Vincent Carpenter's life is a wreck. He has given up his dreams. He has lost his job after an economic disaster. His ten-year marriage is crumbling. Then he awakens in a maniacal land of frighteningly vivid realism with skull trees, glowing forests, ravenous beasts, and other psychologically haunting adversity.
While traveling through this demented unearthly world, he has a chance encounter with a beautiful maiden dressed in green; before he can start a conversation, she disappears into the unknown. Vincent must try to find her at a fantastical place known as the Spitting Post. But first he must overcome many macabre misfortunes and face nightmares that question his sanity.

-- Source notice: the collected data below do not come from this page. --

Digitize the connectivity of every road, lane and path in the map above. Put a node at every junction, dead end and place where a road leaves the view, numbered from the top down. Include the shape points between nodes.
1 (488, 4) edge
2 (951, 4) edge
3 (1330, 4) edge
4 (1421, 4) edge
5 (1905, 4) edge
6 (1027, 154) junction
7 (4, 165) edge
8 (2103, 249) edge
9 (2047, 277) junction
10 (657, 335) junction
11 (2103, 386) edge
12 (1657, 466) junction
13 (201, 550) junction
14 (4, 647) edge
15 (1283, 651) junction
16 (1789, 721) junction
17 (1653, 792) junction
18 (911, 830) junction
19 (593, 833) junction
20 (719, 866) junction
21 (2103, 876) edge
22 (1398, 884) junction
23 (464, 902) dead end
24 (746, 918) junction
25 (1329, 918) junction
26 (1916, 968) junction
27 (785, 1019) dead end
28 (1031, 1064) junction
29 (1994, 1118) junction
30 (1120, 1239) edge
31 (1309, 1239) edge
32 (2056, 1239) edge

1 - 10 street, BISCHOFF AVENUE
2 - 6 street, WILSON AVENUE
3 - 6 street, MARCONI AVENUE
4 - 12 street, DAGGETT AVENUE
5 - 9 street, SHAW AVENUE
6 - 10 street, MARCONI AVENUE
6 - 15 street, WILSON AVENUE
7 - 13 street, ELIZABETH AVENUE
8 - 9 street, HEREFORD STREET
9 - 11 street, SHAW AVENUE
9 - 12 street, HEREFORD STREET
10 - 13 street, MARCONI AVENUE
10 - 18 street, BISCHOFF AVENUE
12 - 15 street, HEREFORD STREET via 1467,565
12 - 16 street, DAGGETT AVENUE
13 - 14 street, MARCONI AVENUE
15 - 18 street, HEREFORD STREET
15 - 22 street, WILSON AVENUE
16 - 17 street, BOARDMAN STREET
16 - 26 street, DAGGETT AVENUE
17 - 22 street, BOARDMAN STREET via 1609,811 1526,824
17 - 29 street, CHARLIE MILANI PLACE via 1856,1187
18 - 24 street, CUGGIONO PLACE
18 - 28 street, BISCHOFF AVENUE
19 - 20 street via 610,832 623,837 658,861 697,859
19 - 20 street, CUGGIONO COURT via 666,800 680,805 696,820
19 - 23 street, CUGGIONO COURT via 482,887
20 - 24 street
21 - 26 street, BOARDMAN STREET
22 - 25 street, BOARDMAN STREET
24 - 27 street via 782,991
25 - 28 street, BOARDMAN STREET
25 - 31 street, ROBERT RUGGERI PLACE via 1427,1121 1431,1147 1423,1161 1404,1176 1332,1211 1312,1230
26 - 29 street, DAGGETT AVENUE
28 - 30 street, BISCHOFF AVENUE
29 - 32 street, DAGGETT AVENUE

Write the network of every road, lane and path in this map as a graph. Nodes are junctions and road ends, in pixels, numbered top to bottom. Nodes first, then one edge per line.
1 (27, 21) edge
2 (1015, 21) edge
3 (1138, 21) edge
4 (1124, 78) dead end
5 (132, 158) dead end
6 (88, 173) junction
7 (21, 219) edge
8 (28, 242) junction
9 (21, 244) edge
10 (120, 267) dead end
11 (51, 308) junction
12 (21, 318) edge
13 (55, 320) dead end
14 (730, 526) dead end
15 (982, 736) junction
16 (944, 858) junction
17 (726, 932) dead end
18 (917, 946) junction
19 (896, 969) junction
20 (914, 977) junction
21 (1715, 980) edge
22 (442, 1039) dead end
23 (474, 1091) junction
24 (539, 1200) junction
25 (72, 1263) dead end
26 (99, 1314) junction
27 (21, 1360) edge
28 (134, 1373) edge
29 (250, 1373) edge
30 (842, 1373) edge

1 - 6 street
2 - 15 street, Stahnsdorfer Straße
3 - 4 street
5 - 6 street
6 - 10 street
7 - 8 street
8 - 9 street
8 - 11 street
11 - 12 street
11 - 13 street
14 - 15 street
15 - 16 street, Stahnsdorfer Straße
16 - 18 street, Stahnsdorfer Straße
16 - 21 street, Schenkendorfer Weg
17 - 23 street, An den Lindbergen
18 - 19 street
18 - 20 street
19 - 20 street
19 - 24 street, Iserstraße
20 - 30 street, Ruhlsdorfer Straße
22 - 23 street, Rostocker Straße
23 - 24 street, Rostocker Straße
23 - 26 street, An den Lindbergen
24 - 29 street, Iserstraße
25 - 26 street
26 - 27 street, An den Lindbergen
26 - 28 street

Will he reach her? What will the Spitting Post reveal? Will he suffer more disappointment and tragedy? Or will he find peace at last?
I was lost in thought when again I heard the
violin's call. It was close this time—too close. I stopped
and surveyed the land with terrified eyes, growing more
anxious with each passing note. The ambient tune
working itself into a manic frenzy. Can't they shut up?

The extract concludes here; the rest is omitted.